Political parties that win an election through gaining the highest number of seats but not the popular vote do not have the moral right to lead, veteran Umno leader Tan Sri Tengku Razaleigh Hamzah said.
In his keynote address at the G25 public forum ‘Reforms for a Progressive Malaysia’ in Shah Alam on Saturday, the former minister popularly known by his moniker Ku Li said moral legitimacy is a crucial element in a constitutional democracy.
He said that there were two elements in the right to lead in a constitutional democracy.
“The first is the physical right. For instance, a political party must win a fairly contested election to govern a country.
“Should that election be run on the principle of victory as reflected by being first past the post, then a political grouping without a majority of popular votes but having the majority of elected seats will be on a sticky wicket.
“This would amount to a lack of moral right to lead, and the moral right is the second element to leadership rights,” he said.
Tengku Razaleigh noted that more often than not, moral right to leadership was often dismissed in democracies that were less mature.
“A morally upright leader would have strong moral high ground as his leadership base. Once that ground is lost, the right to remain in office becomes ticklish.
“In this age of social media, this loss of right would be made known and spread around in a swift manner and in no uncertain terms,” he said.
The Gua Musang MP also said that some of his friends who did “cursory surveys” have suggested the possibility of a hung parliament in the next general election.
“This would mean that the voters are neither for returning the government of the day to office nor giving power to the coalition offering the alternative.
“This would mean that the voters want a non-divisive government, comprising all the political stakeholders, to be formed. This, if you will, is essentially a national unity government,” Ku Li said.
He added that if a unified government is formed, a leader with credibility should be selected.
“In such a scenario, where all parties need to come together, the executive branch must be led by a politician acceptable to both sides of the aisle of the Dewan Rakyat.

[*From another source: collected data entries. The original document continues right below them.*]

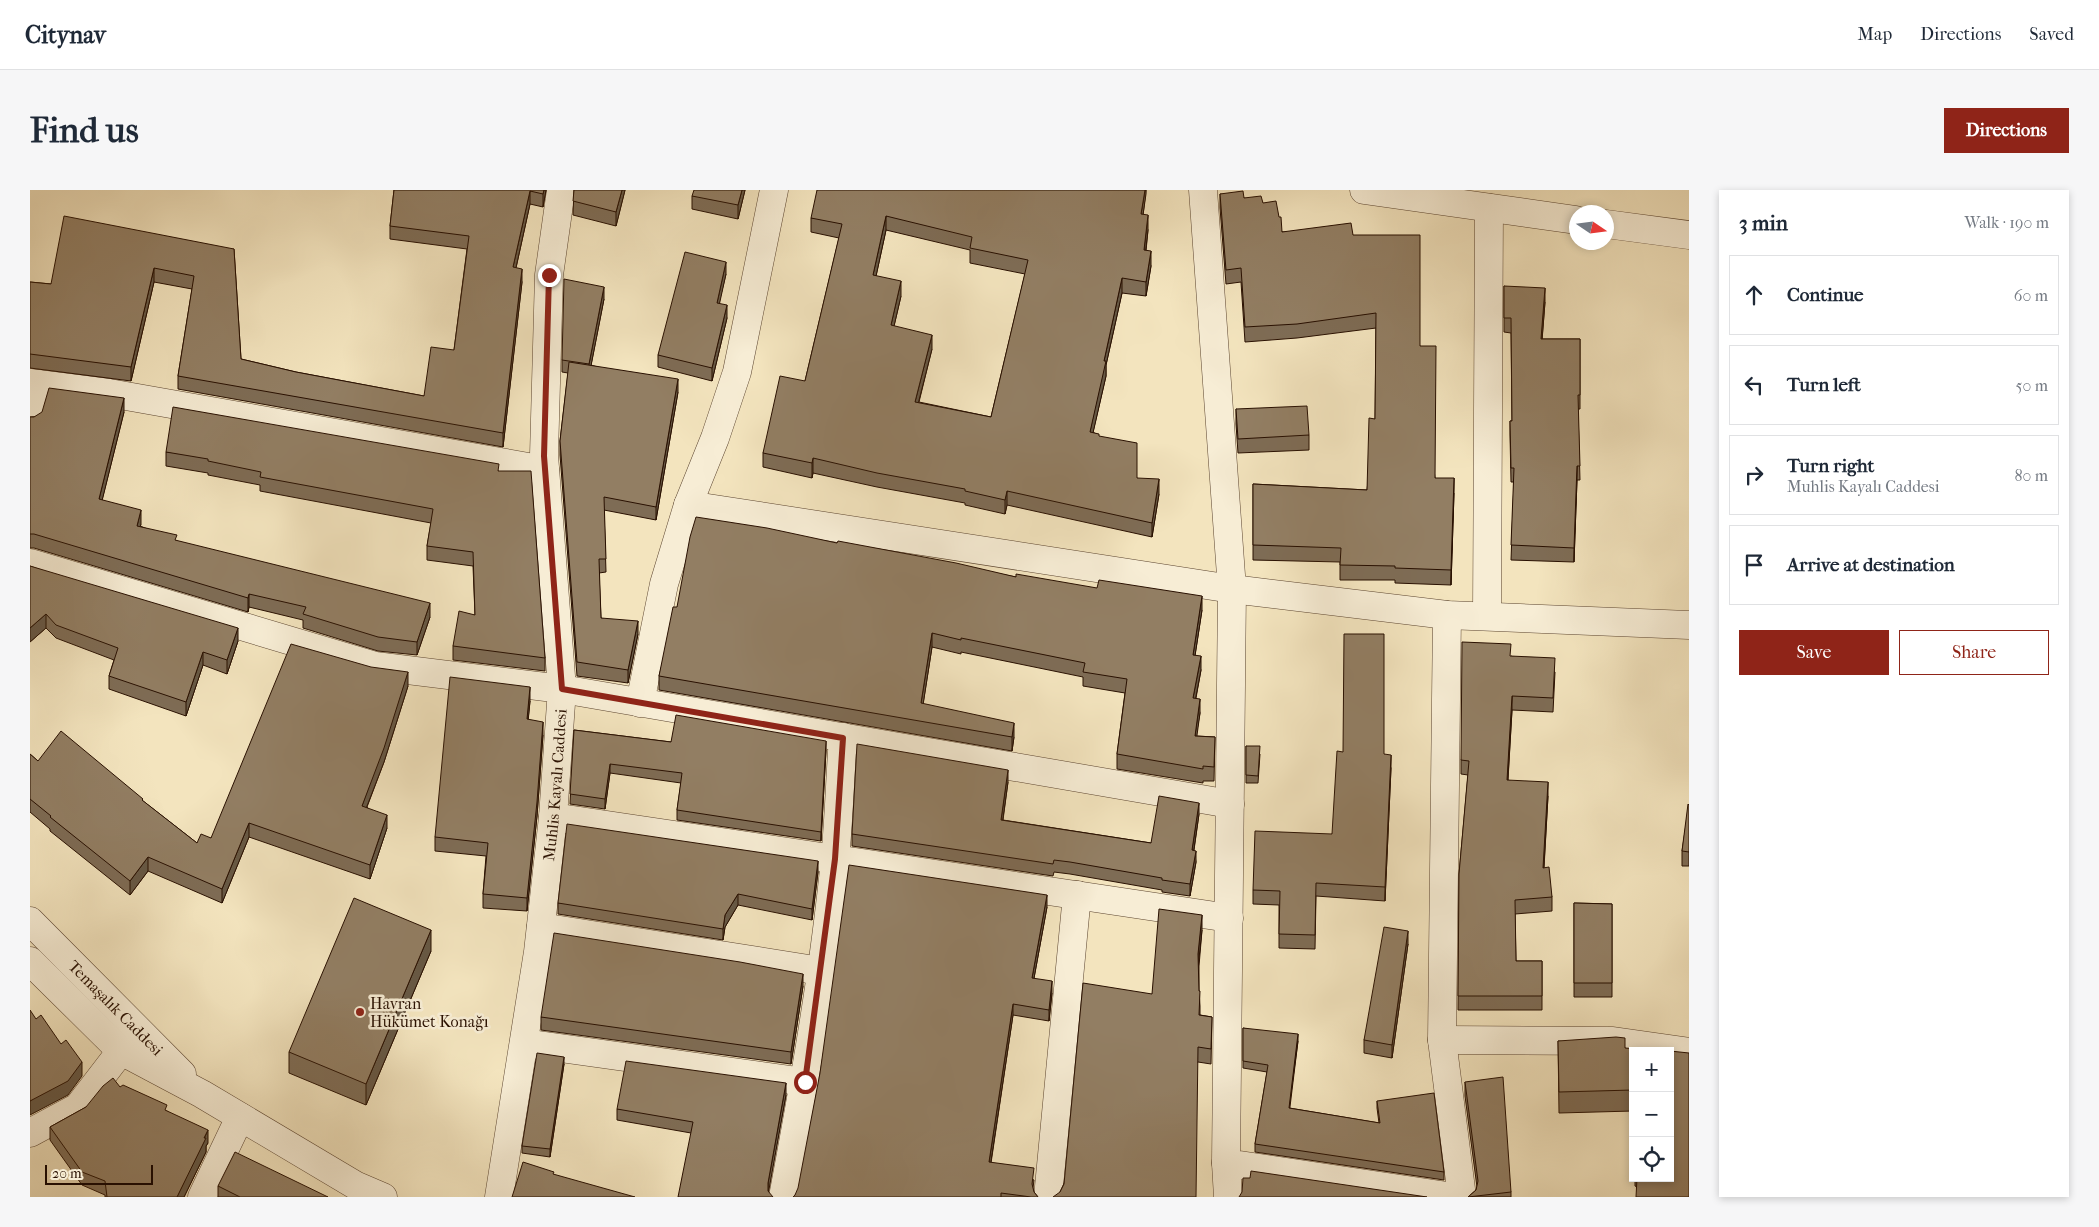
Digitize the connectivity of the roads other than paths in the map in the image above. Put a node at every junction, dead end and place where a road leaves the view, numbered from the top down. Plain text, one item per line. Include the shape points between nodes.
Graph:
1 (562, 190) edge
2 (774, 190) edge
3 (1203, 190) edge
4 (1364, 190) edge
5 (1489, 208) junction
6 (1569, 219) edge
7 (1614, 225) edge
8 (1689, 235) edge
9 (34, 383) edge
10 (30, 416) edge
11 (545, 470) junction
12 (688, 505) junction
13 (30, 563) edge
14 (1232, 589) junction
15 (1447, 615) junction
16 (1487, 616) junction
17 (1689, 625) edge
18 (562, 689) junction
19 (640, 703) junction
20 (843, 738) junction
21 (1230, 804) junction
22 (553, 817) junction
23 (835, 859) junction
24 (1077, 895) junction
25 (1229, 918) junction
26 (30, 921) edge
27 (541, 927) junction
28 (30, 961) edge
29 (821, 971) junction
30 (1442, 1040) junction
31 (524, 1043) junction
32 (121, 1051) junction
33 (1689, 1052) edge
34 (805, 1082) junction
35 (202, 1094) junction
36 (240, 1117) junction
37 (30, 1133) edge
38 (1226, 1163) junction
39 (202, 1197) edge
40 (383, 1197) edge
41 (499, 1197) edge
42 (783, 1197) edge
43 (1048, 1197) edge
44 (1228, 1197) edge
45 (1454, 1197) edge
46 (1462, 1197) edge

1 - 11 street, Muhlis Kayalı Caddesi via 549,275
2 - 12 street via 737,372 716,438
3 - 14 street
4 - 5 street
5 - 6 street
5 - 16 street
7 - 8 street
9 - 10 street
9 - 11 street via 109,393
11 - 18 street, Muhlis Kayalı Caddesi
12 - 14 street
12 - 19 street via 664,584
13 - 18 street via 375,666
14 - 15 street
14 - 21 street
15 - 16 street
15 - 30 street
16 - 17 street
18 - 19 street
18 - 22 street, Muhlis Kayalı Caddesi
19 - 20 street
20 - 21 street
20 - 23 street
21 - 25 street
22 - 23 street
22 - 27 street, Muhlis Kayalı Caddesi
23 - 24 street
23 - 29 street
24 - 25 street
24 - 43 street
25 - 38 street
26 - 35 street, Temaşalık Caddesi
27 - 29 street
27 - 31 street, Muhlis Kayalı Caddesi
28 - 32 street, Temaşalık Caddesi
29 - 34 street
30 - 33 street via 1613,1041
30 - 46 street
31 - 34 street
31 - 41 street, Muhlis Kayalı Caddesi
32 - 35 street, Temaşalık Caddesi
32 - 37 street via 78,1106
34 - 42 street
35 - 36 street, Temaşalık Caddesi
36 - 39 street
36 - 40 street, Temaşalık Caddesi via 355,1185
38 - 44 street
38 - 45 street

Given the present national economic position, that person needs to be an MP with a proven record,” he said.
He also said that both sides should not resort to forming a government through defections which would not sit well with the electorate and is an insult to the voters.
“If (voters) had wanted a particular party to form the government, they would have voted that party in with at least a simple majority,” he said.
Malaysia has never seen a hung parliament at federal level, but the 2008 crisis in Perak led to assemblymen swapping sides to ensure a Barisan Nasional victory in the state.